I think this is a key observation. Western academia has grown continually more cynical since the advent of Marxism, which assumes an almost absolute cynicism as a point of dogma: all actions are political actions motivated by class, except those of bourgeois Marxists who for mysterious reasons advocate the interests of the proletariat.
This cynicism became even worse with Foucault, who taught people to see everything as nothing but power relations. Western academics today are such knee-jerk cynics that they can't conceive of loyalty to any organization other than Marxism or the Social Justice movement as being anything but exploitation of the one being loyal.
Pride is the opposite of cynicism, and is one of the key feelings that makes people take brave, altruistic actions. Yet today we've made pride a luxury of the oppressed. Only groups perceived as oppressed are allowed to have pride in group memberships. If you said you were proud of being American, or of being manly, you'd get deplatformed, and possibly...
This rings pure and clear, epistemically, in a way that most of the page has not.
I see gears. They look hard to move, but they're there.
I think your causal options are missing an important one - "the invisible hand".
Many people independently value the nice thing, and they altruistically decide to put their own efforts toward creating/maintaining the nice thing?
The first half is fine, but replace "altruistically" with "selfishly". Someone wants the thing, and thinks many others want the thing. They figure out how to make a living by providing the thing to everyone. For non-exclusionary things (lighthouses being the classic example, although most of them were actually privately funded), the providers figure out how to get taxpayers or civic organizations to pay them.
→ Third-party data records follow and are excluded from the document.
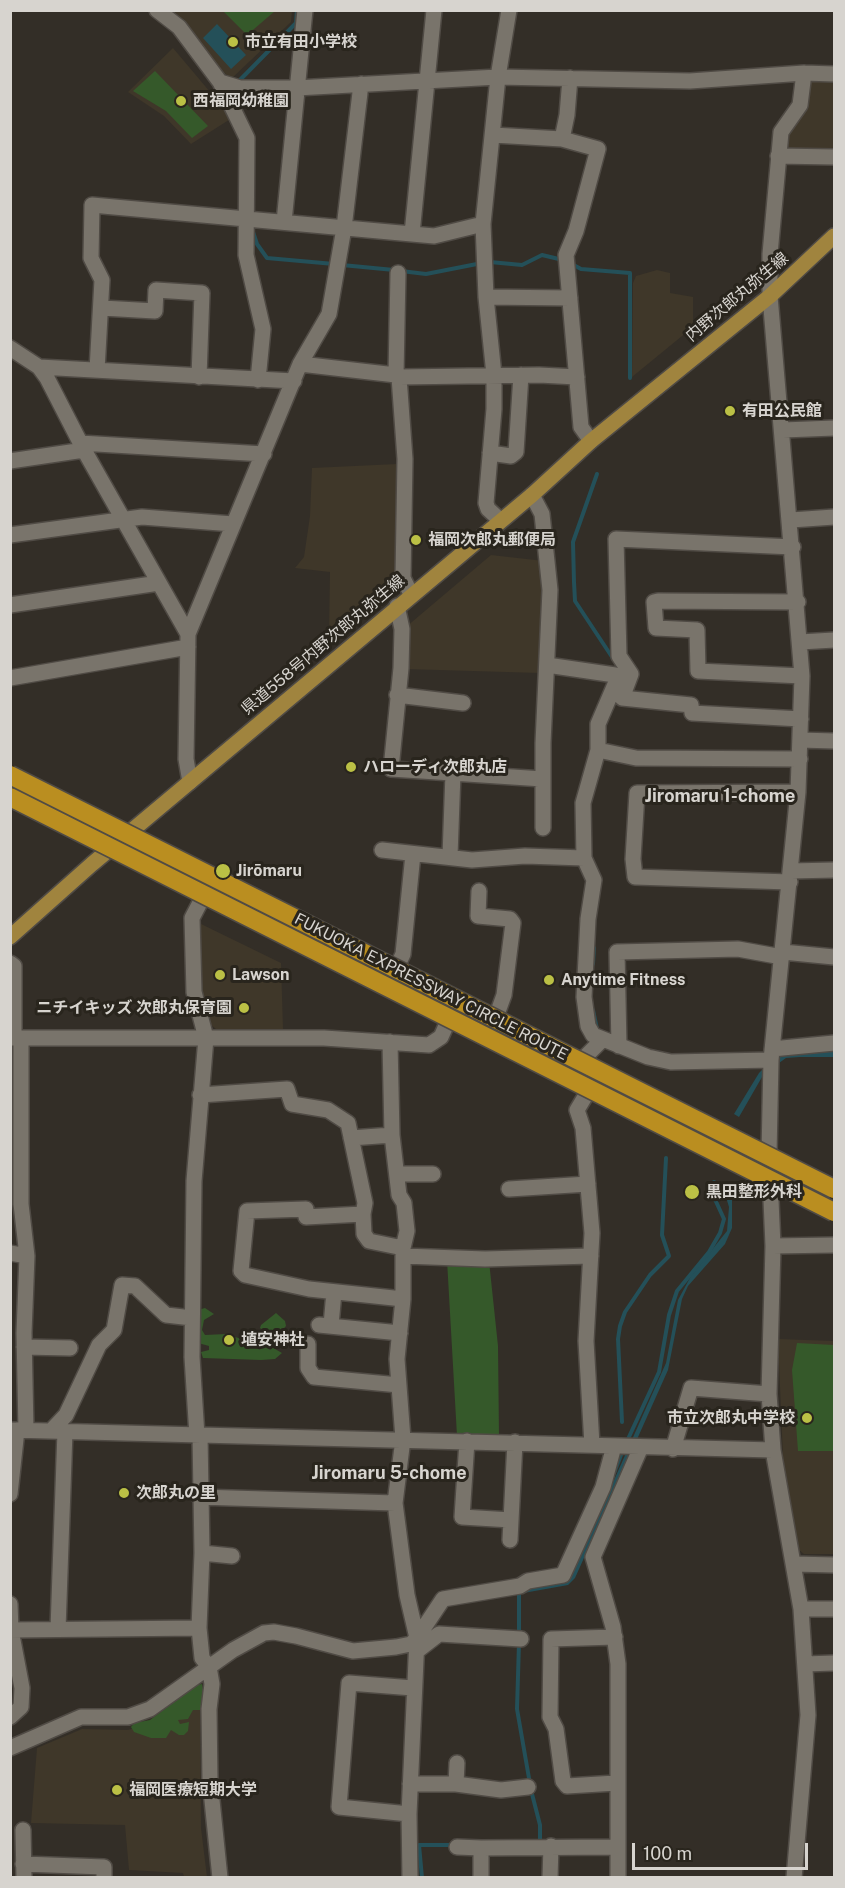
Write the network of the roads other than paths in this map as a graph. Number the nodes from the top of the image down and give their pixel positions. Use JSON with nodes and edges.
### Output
{"nodes":[{"id":1,"x":157,"y":10,"type":"edge"},
{"id":2,"x":305,"y":10,"type":"edge"},
{"id":3,"x":434,"y":10,"type":"edge"},
{"id":4,"x":508,"y":10,"type":"edge"},
{"id":5,"x":804,"y":73,"type":"junction"},
{"id":6,"x":834,"y":74,"type":"edge"},
{"id":7,"x":498,"y":77,"type":"junction"},
{"id":8,"x":570,"y":78,"type":"junction"},
{"id":9,"x":425,"y":81,"type":"junction"},
{"id":10,"x":361,"y":84,"type":"junction"},
{"id":11,"x":229,"y":86,"type":"junction"},
{"id":12,"x":296,"y":88,"type":"junction"},
{"id":13,"x":493,"y":135,"type":"junction"},
{"id":14,"x":562,"y":140,"type":"junction"},
{"id":15,"x":778,"y":156,"type":"junction"},
{"id":16,"x":834,"y":157,"type":"edge"},
{"id":17,"x":250,"y":218,"type":"junction"},
{"id":18,"x":284,"y":222,"type":"junction"},
{"id":19,"x":483,"y":224,"type":"junction"},
{"id":20,"x":345,"y":228,"type":"junction"},
{"id":21,"x":412,"y":234,"type":"junction"},
{"id":22,"x":834,"y":236,"type":"edge"},
{"id":23,"x":398,"y":273,"type":"dead end"},
{"id":24,"x":770,"y":296,"type":"junction"},
{"id":25,"x":486,"y":297,"type":"junction"},
{"id":26,"x":570,"y":298,"type":"junction"},
{"id":27,"x":102,"y":308,"type":"junction"},
{"id":28,"x":11,"y":349,"type":"edge"},
{"id":29,"x":300,"y":364,"type":"junction"},
{"id":30,"x":39,"y":367,"type":"junction"},
{"id":31,"x":97,"y":370,"type":"junction"},
{"id":32,"x":494,"y":375,"type":"junction"},
{"id":33,"x":521,"y":375,"type":"junction"},
{"id":34,"x":397,"y":376,"type":"junction"},
{"id":35,"x":199,"y":377,"type":"junction"},
{"id":36,"x":577,"y":377,"type":"junction"},
{"id":37,"x":258,"y":380,"type":"junction"},
{"id":38,"x":294,"y":381,"type":"junction"},
{"id":39,"x":662,"y":384,"type":"joint"},
{"id":40,"x":834,"y":428,"type":"edge"},
{"id":41,"x":783,"y":430,"type":"junction"},
{"id":42,"x":591,"y":441,"type":"junction"},
{"id":43,"x":82,"y":447,"type":"junction"},
{"id":44,"x":490,"y":453,"type":"junction"},
{"id":45,"x":264,"y":454,"type":"junction"},
{"id":46,"x":10,"y":461,"type":"edge"},
{"id":47,"x":532,"y":495,"type":"junction"},
{"id":48,"x":834,"y":517,"type":"edge"},
{"id":49,"x":122,"y":519,"type":"junction"},
{"id":50,"x":500,"y":520,"type":"junction"},
{"id":51,"x":790,"y":520,"type":"junction"},
{"id":52,"x":233,"y":524,"type":"junction"},
{"id":53,"x":10,"y":535,"type":"edge"},
{"id":54,"x":793,"y":547,"type":"junction"},
{"id":55,"x":159,"y":583,"type":"junction"},
{"id":56,"x":411,"y":594,"type":"junction"},
{"id":57,"x":798,"y":602,"type":"junction"},
{"id":58,"x":10,"y":605,"type":"edge"},
{"id":59,"x":397,"y":606,"type":"junction"},
{"id":60,"x":834,"y":640,"type":"edge"},
{"id":61,"x":188,"y":641,"type":"junction"},
{"id":62,"x":800,"y":642,"type":"junction"},
{"id":63,"x":547,"y":665,"type":"junction"},
{"id":64,"x":802,"y":676,"type":"junction"},
{"id":65,"x":10,"y":678,"type":"edge"},
{"id":66,"x":397,"y":695,"type":"junction"},
{"id":67,"x":463,"y":703,"type":"dead end"},
{"id":68,"x":801,"y":719,"type":"junction"},
{"id":69,"x":800,"y":740,"type":"junction"},
{"id":70,"x":834,"y":741,"type":"edge"},
{"id":71,"x":603,"y":751,"type":"junction"},
{"id":72,"x":800,"y":759,"type":"junction"},
{"id":73,"x":453,"y":773,"type":"junction"},
{"id":74,"x":10,"y":775,"type":"edge"},
{"id":75,"x":543,"y":779,"type":"junction"},
{"id":76,"x":190,"y":782,"type":"junction"},
{"id":77,"x":798,"y":792,"type":"junction"},
{"id":78,"x":10,"y":797,"type":"edge"},
{"id":79,"x":543,"y":828,"type":"dead end"},
{"id":80,"x":382,"y":850,"type":"dead end"},
{"id":81,"x":413,"y":854,"type":"junction"},
{"id":82,"x":450,"y":856,"type":"junction"},
{"id":83,"x":584,"y":858,"type":"junction"},
{"id":84,"x":834,"y":870,"type":"edge"},
{"id":85,"x":791,"y":876,"type":"junction"},
{"id":86,"x":479,"y":891,"type":"dead end"},
{"id":87,"x":204,"y":896,"type":"dead end"},
{"id":88,"x":10,"y":937,"type":"edge"},
{"id":89,"x":782,"y":955,"type":"junction"},
{"id":90,"x":834,"y":957,"type":"edge"},
{"id":91,"x":10,"y":963,"type":"edge"},
{"id":92,"x":397,"y":967,"type":"dead end"},
{"id":93,"x":496,"y":1017,"type":"dead end"},
{"id":94,"x":449,"y":1019,"type":"dead end"},
{"id":95,"x":206,"y":1038,"type":"junction"},
{"id":96,"x":15,"y":1039,"type":"edge"},
{"id":97,"x":602,"y":1040,"type":"junction"},
{"id":98,"x":390,"y":1042,"type":"junction"},
{"id":99,"x":834,"y":1043,"type":"edge"},
{"id":100,"x":619,"y":1046,"type":"junction"},
{"id":101,"x":771,"y":1054,"type":"junction"},
{"id":102,"x":582,"y":1060,"type":"dead end"},
{"id":103,"x":589,"y":1090,"type":"dead end"},
{"id":104,"x":200,"y":1095,"type":"junction"},
{"id":105,"x":393,"y":1135,"type":"junction"},
{"id":106,"x":351,"y":1138,"type":"junction"},
{"id":107,"x":397,"y":1174,"type":"junction"},
{"id":108,"x":433,"y":1174,"type":"dead end"},
{"id":109,"x":588,"y":1184,"type":"junction"},
{"id":110,"x":509,"y":1189,"type":"dead end"},
{"id":111,"x":834,"y":1189,"type":"edge"},
{"id":112,"x":834,"y":1212,"type":"edge"},
{"id":113,"x":363,"y":1214,"type":"junction"},
{"id":114,"x":834,"y":1245,"type":"edge"},
{"id":115,"x":773,"y":1246,"type":"junction"},
{"id":116,"x":403,"y":1252,"type":"junction"},
{"id":117,"x":10,"y":1253,"type":"edge"},
{"id":118,"x":27,"y":1256,"type":"junction"},
{"id":119,"x":591,"y":1256,"type":"junction"},
{"id":120,"x":334,"y":1292,"type":"junction"},
{"id":121,"x":403,"y":1299,"type":"junction"},
{"id":122,"x":192,"y":1318,"type":"junction"},
{"id":123,"x":400,"y":1333,"type":"junction"},
{"id":124,"x":308,"y":1344,"type":"dead end"},
{"id":125,"x":24,"y":1347,"type":"junction"},
{"id":126,"x":70,"y":1348,"type":"dead end"},
{"id":127,"x":399,"y":1385,"type":"junction"},
{"id":128,"x":769,"y":1394,"type":"junction"},
{"id":129,"x":18,"y":1430,"type":"edge"},
{"id":130,"x":58,"y":1431,"type":"junction"},
{"id":131,"x":198,"y":1436,"type":"junction"},
{"id":132,"x":403,"y":1439,"type":"junction"},
{"id":133,"x":467,"y":1441,"type":"junction"},
{"id":134,"x":515,"y":1442,"type":"junction"},
{"id":135,"x":592,"y":1445,"type":"junction"},
{"id":136,"x":614,"y":1446,"type":"junction"},
{"id":137,"x":641,"y":1447,"type":"junction"},
{"id":138,"x":673,"y":1449,"type":"junction"},
{"id":139,"x":773,"y":1450,"type":"junction"},
{"id":140,"x":10,"y":1494,"type":"edge"},
{"id":141,"x":200,"y":1497,"type":"junction"},
{"id":142,"x":395,"y":1503,"type":"junction"},
{"id":143,"x":511,"y":1520,"type":"junction"},
{"id":144,"x":510,"y":1540,"type":"dead end"},
{"id":145,"x":202,"y":1553,"type":"junction"},
{"id":146,"x":232,"y":1556,"type":"dead end"},
{"id":147,"x":794,"y":1564,"type":"junction"},
{"id":148,"x":834,"y":1565,"type":"edge"},
{"id":149,"x":10,"y":1604,"type":"edge"},
{"id":150,"x":801,"y":1609,"type":"junction"},
{"id":151,"x":834,"y":1609,"type":"edge"},
{"id":152,"x":198,"y":1628,"type":"junction"},
{"id":153,"x":58,"y":1629,"type":"junction"},
{"id":154,"x":11,"y":1630,"type":"edge"},
{"id":155,"x":615,"y":1637,"type":"junction"},
{"id":156,"x":521,"y":1639,"type":"dead end"},
{"id":157,"x":417,"y":1645,"type":"junction"},
{"id":158,"x":805,"y":1664,"type":"junction"},
{"id":159,"x":834,"y":1664,"type":"edge"},
{"id":160,"x":208,"y":1667,"type":"junction"},
{"id":161,"x":413,"y":1688,"type":"junction"},
{"id":162,"x":10,"y":1717,"type":"edge"},
{"id":163,"x":10,"y":1748,"type":"edge"},
{"id":164,"x":457,"y":1763,"type":"dead end"},
{"id":165,"x":616,"y":1783,"type":"junction"},
{"id":166,"x":410,"y":1784,"type":"junction"},
{"id":167,"x":456,"y":1784,"type":"junction"},
{"id":168,"x":528,"y":1787,"type":"dead end"},
{"id":169,"x":409,"y":1814,"type":"junction"},
{"id":170,"x":23,"y":1830,"type":"dead end"},
{"id":171,"x":551,"y":1846,"type":"junction"},
{"id":172,"x":616,"y":1847,"type":"junction"},
{"id":173,"x":457,"y":1848,"type":"dead end"},
{"id":174,"x":481,"y":1848,"type":"junction"},
{"id":175,"x":24,"y":1871,"type":"edge"},
{"id":176,"x":104,"y":1878,"type":"edge"},
{"id":177,"x":220,"y":1878,"type":"edge"},
{"id":178,"x":410,"y":1878,"type":"edge"},
{"id":179,"x":481,"y":1878,"type":"edge"},
{"id":180,"x":550,"y":1878,"type":"edge"},
{"id":181,"x":618,"y":1878,"type":"edge"},
{"id":182,"x":794,"y":1878,"type":"edge"}],
"edges":[{"from":1,"to":11,"type":"street"},
{"from":2,"to":12,"type":"street"},
{"from":3,"to":9,"type":"street"},
{"from":4,"to":7,"type":"street"},
{"from":5,"to":6,"type":"street"},
{"from":5,"to":8,"type":"street"},
{"from":5,"to":15,"type":"street"},
{"from":7,"to":8,"type":"street"},
{"from":7,"to":9,"type":"street"},
{"from":7,"to":13,"type":"street"},
{"from":8,"to":14,"type":"street"},
{"from":9,"to":10,"type":"street"},
{"from":9,"to":21,"type":"street"},
{"from":10,"to":12,"type":"street"},
{"from":10,"to":20,"type":"street"},
{"from":11,"to":12,"type":"street"},
{"from":11,"to":17,"type":"street"},
{"from":12,"to":18,"type":"street"},
{"from":13,"to":14,"type":"street"},
{"from":13,"to":19,"type":"street"},
{"from":14,"to":26,"type":"street"},
{"from":15,"to":16,"type":"street"},
{"from":15,"to":24,"type":"street"},
{"from":17,"to":18,"type":"street"},
{"from":17,"to":27,"type":"street"},
{"from":17,"to":37,"type":"street"},
{"from":18,"to":20,"type":"street"},
{"from":19,"to":21,"type":"street"},
{"from":19,"to":25,"type":"street"},
{"from":20,"to":21,"type":"street"},
{"from":20,"to":29,"type":"street"},
{"from":22,"to":24,"type":"main road","name":"内野次郎丸弥生線"},
{"from":23,"to":34,"type":"street"},
{"from":24,"to":39,"type":"main road","name":"内野次郎丸弥生線"},
{"from":24,"to":41,"type":"street"},
{"from":25,"to":26,"type":"street"},
{"from":25,"to":32,"type":"street"},
{"from":26,"to":36,"type":"street"},
{"from":27,"to":31,"type":"street"},
{"from":27,"to":35,"type":"street"},
{"from":28,"to":30,"type":"street"},
{"from":29,"to":34,"type":"street"},
{"from":29,"to":38,"type":"street"},
{"from":30,"to":31,"type":"street"},
{"from":30,"to":43,"type":"street"},
{"from":31,"to":35,"type":"street"},
{"from":32,"to":33,"type":"street"},
{"from":32,"to":34,"type":"street"},
{"from":32,"to":44,"type":"street"},
{"from":33,"to":36,"type":"street"},
{"from":33,"to":44,"type":"street"},
{"from":34,"to":56,"type":"street"},
{"from":35,"to":37,"type":"street"},
{"from":36,"to":42,"type":"street"},
{"from":37,"to":38,"type":"street"},
{"from":38,"to":45,"type":"street"},
{"from":39,"to":42,"type":"main road","name":"県道558号内野次郎丸弥生線"},
{"from":40,"to":41,"type":"street"},
{"from":41,"to":51,"type":"street"},
{"from":42,"to":47,"type":"main road","name":"県道558号内野次郎丸弥生線"},
{"from":43,"to":45,"type":"street"},
{"from":43,"to":46,"type":"street"},
{"from":43,"to":49,"type":"street"},
{"from":44,"to":50,"type":"street"},
{"from":45,"to":52,"type":"street"},
{"from":47,"to":50,"type":"main road","name":"県道558号内野次郎丸弥生線"},
{"from":47,"to":63,"type":"street"},
{"from":48,"to":51,"type":"street"},
{"from":49,"to":52,"type":"street"},
{"from":49,"to":53,"type":"street"},
{"from":49,"to":55,"type":"street"},
{"from":50,"to":56,"type":"main road","name":"県道558号内野次郎丸弥生線"},
{"from":51,"to":54,"type":"street"},
{"from":52,"to":61,"type":"street"},
{"from":54,"to":57,"type":"street"},
{"from":54,"to":68,"type":"street"},
{"from":55,"to":58,"type":"street"},
{"from":55,"to":61,"type":"street"},
{"from":56,"to":59,"type":"main road","name":"県道558号内野次郎丸弥生線"},
{"from":57,"to":62,"type":"street"},
{"from":57,"to":64,"type":"street"},
{"from":59,"to":66,"type":"street"},
{"from":59,"to":76,"type":"main road","name":"県道558号内野次郎丸弥生線"},
{"from":60,"to":62,"type":"street"},
{"from":61,"to":65,"type":"street"},
{"from":61,"to":76,"type":"street"},
{"from":62,"to":64,"type":"street"},
{"from":63,"to":71,"type":"street"},
{"from":63,"to":75,"type":"street"},
{"from":64,"to":68,"type":"street"},
{"from":66,"to":67,"type":"street"},
{"from":66,"to":73,"type":"street"},
{"from":68,"to":69,"type":"street"},
{"from":69,"to":70,"type":"street"},
{"from":69,"to":72,"type":"street"},
{"from":71,"to":72,"type":"street"},
{"from":71,"to":83,"type":"street"},
{"from":72,"to":77,"type":"street"},
{"from":73,"to":75,"type":"street"},
{"from":73,"to":82,"type":"street"},
{"from":74,"to":111,"type":"highway","name":"FUKUOKA EXPRESSWAY CIRCLE ROUTE","bridge":true},
{"from":75,"to":79,"type":"street"},
{"from":76,"to":88,"type":"main road","name":"県道558号内野次郎丸弥生線"},
{"from":77,"to":85,"type":"street"},
{"from":77,"to":85,"type":"street"},
{"from":78,"to":112,"type":"highway","name":"FUKUOKA EXPRESSWAY CIRCLE ROUTE","bridge":true},
{"from":80,"to":81,"type":"street"},
{"from":81,"to":82,"type":"street"},
{"from":81,"to":92,"type":"street"},
{"from":82,"to":83,"type":"street"},
{"from":83,"to":97,"type":"street"},
{"from":84,"to":85,"type":"street"},
{"from":85,"to":89,"type":"street"},
{"from":86,"to":93,"type":"street"},
{"from":87,"to":95,"type":"street"},
{"from":89,"to":90,"type":"street"},
{"from":89,"to":100,"type":"street"},
{"from":89,"to":101,"type":"street"},
{"from":91,"to":96,"type":"street"},
{"from":94,"to":98,"type":"street"},
{"from":95,"to":96,"type":"street"},
{"from":95,"to":98,"type":"street"},
{"from":95,"to":104,"type":"street"},
{"from":96,"to":118,"type":"street"},
{"from":97,"to":100,"type":"street"},
{"from":97,"to":102,"type":"street"},
{"from":98,"to":105,"type":"street"},
{"from":99,"to":101,"type":"street"},
{"from":100,"to":101,"type":"street"},
{"from":101,"to":115,"type":"street"},
{"from":103,"to":109,"type":"street"},
{"from":104,"to":106,"type":"street"},
{"from":104,"to":122,"type":"street"},
{"from":105,"to":106,"type":"street"},
{"from":105,"to":107,"type":"street"},
{"from":106,"to":113,"type":"street"},
{"from":107,"to":108,"type":"street"},
{"from":107,"to":116,"type":"street"},
{"from":109,"to":110,"type":"street"},
{"from":109,"to":119,"type":"street"},
{"from":113,"to":116,"type":"street"},
{"from":113,"to":120,"type":"street"},
{"from":114,"to":115,"type":"street"},
{"from":115,"to":128,"type":"street"},
{"from":116,"to":119,"type":"street"},
{"from":116,"to":121,"type":"street"},
{"from":117,"to":118,"type":"street"},
{"from":118,"to":125,"type":"street"},
{"from":119,"to":135,"type":"street"},
{"from":120,"to":121,"type":"street"},
{"from":120,"to":123,"type":"street"},
{"from":121,"to":123,"type":"street"},
{"from":122,"to":130,"type":"street"},
{"from":122,"to":131,"type":"street"},
{"from":123,"to":127,"type":"street"},
{"from":124,"to":127,"type":"street"},
{"from":125,"to":126,"type":"street"},
{"from":125,"to":129,"type":"street"},
{"from":127,"to":132,"type":"street"},
{"from":128,"to":138,"type":"street"},
{"from":128,"to":139,"type":"street"},
{"from":129,"to":130,"type":"street"},
{"from":129,"to":140,"type":"street"},
{"from":130,"to":131,"type":"street"},
{"from":130,"to":153,"type":"street"},
{"from":131,"to":132,"type":"street"},
{"from":131,"to":141,"type":"street"},
{"from":132,"to":133,"type":"street"},
{"from":132,"to":142,"type":"street"},
{"from":133,"to":134,"type":"street"},
{"from":133,"to":143,"type":"street"},
{"from":134,"to":135,"type":"street"},
{"from":134,"to":143,"type":"street"},
{"from":135,"to":136,"type":"street"},
{"from":136,"to":137,"type":"street"},
{"from":136,"to":157,"type":"street"},
{"from":137,"to":138,"type":"street"},
{"from":137,"to":155,"type":"street"},
{"from":138,"to":139,"type":"street"},
{"from":139,"to":147,"type":"street"},
{"from":141,"to":142,"type":"street"},
{"from":141,"to":145,"type":"street"},
{"from":142,"to":157,"type":"street"},
{"from":143,"to":144,"type":"street"},
{"from":145,"to":146,"type":"street"},
{"from":145,"to":152,"type":"street"},
{"from":147,"to":148,"type":"street"},
{"from":147,"to":150,"type":"street"},
{"from":149,"to":154,"type":"street"},
{"from":150,"to":151,"type":"street"},
{"from":150,"to":158,"type":"street"},
{"from":152,"to":153,"type":"street"},
{"from":152,"to":160,"type":"street"},
{"from":153,"to":154,"type":"street"},
{"from":154,"to":162,"type":"street"},
{"from":155,"to":165,"type":"street"},
{"from":155,"to":165,"type":"street"},
{"from":156,"to":157,"type":"street"},
{"from":157,"to":160,"type":"street"},
{"from":157,"to":161,"type":"street"},
{"from":158,"to":159,"type":"street"},
{"from":158,"to":182,"type":"street"},
{"from":160,"to":163,"type":"street"},
{"from":160,"to":177,"type":"street"},
{"from":161,"to":166,"type":"street"},
{"from":161,"to":169,"type":"street"},
{"from":164,"to":167,"type":"street"},
{"from":165,"to":172,"type":"street"},
{"from":166,"to":167,"type":"street"},
{"from":166,"to":169,"type":"street"},
{"from":167,"to":168,"type":"street"},
{"from":169,"to":178,"type":"street"},
{"from":170,"to":175,"type":"street"},
{"from":171,"to":172,"type":"street"},
{"from":171,"to":174,"type":"street"},
{"from":171,"to":180,"type":"street"},
{"from":172,"to":181,"type":"street"},
{"from":173,"to":174,"type":"street"},
{"from":174,"to":179,"type":"street"},
{"from":175,"to":176,"type":"street"}]}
I like your 0-3 framework, and my answer for the decline is primarily about the following in #1:
One can certainly argue that traditional values are biased and unpleasant, and encouraging radical change is the right thing to do. But it remains true that this harms institutions which had optimized for long-term value in the previous environment. And to the extent that there's uncertainty in the stability of the future (cultural) environment, it's hard to see how new institutions can correctly optimize for the long-term.
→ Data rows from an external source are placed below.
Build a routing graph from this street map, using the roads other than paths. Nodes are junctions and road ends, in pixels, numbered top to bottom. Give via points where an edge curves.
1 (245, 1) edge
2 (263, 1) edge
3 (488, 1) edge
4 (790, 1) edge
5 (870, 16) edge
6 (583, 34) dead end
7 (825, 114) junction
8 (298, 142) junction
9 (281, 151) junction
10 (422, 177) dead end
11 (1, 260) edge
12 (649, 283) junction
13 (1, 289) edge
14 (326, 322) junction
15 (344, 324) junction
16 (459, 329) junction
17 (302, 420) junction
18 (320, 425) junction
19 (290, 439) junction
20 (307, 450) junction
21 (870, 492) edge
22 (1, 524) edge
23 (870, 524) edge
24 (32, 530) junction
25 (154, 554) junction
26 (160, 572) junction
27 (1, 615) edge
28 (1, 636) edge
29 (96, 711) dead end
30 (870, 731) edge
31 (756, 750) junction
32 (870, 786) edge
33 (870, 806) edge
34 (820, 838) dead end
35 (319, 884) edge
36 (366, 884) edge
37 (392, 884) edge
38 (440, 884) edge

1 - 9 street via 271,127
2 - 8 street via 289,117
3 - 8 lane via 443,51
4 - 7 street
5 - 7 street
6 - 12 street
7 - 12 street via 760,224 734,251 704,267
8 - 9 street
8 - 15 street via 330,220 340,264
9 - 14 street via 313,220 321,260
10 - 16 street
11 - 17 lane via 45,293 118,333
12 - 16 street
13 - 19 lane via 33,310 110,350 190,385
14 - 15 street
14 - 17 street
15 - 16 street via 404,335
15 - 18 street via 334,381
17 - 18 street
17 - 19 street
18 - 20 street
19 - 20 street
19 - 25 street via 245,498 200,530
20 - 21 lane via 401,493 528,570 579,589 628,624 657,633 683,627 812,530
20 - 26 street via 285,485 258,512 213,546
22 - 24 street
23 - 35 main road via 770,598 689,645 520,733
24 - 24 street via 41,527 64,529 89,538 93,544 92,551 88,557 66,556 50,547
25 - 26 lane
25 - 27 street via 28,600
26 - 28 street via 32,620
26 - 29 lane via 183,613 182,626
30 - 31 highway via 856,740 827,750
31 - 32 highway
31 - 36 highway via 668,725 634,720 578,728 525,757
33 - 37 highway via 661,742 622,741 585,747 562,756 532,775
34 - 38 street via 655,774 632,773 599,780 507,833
The first half is fine, but replace "altruistically" with "selfishly".... They figure out how to make a living... [emphasis mine]
At first glance, if we're talking about a thing that requires cooperative effort from many people across time, this seems like a heck of a principal agent problem. What keeps everybody's incentives aligned? Why does each of us trying selfishly to make a living result in a working fire fighting group (or whatever) instead of a tug-of-war? I understand the "invisible hand" when many different individuals are individually put...
At first glance, if we're talking about a thing that requires cooperative effort from many people across time, this seems like a heck of a principal agent problem.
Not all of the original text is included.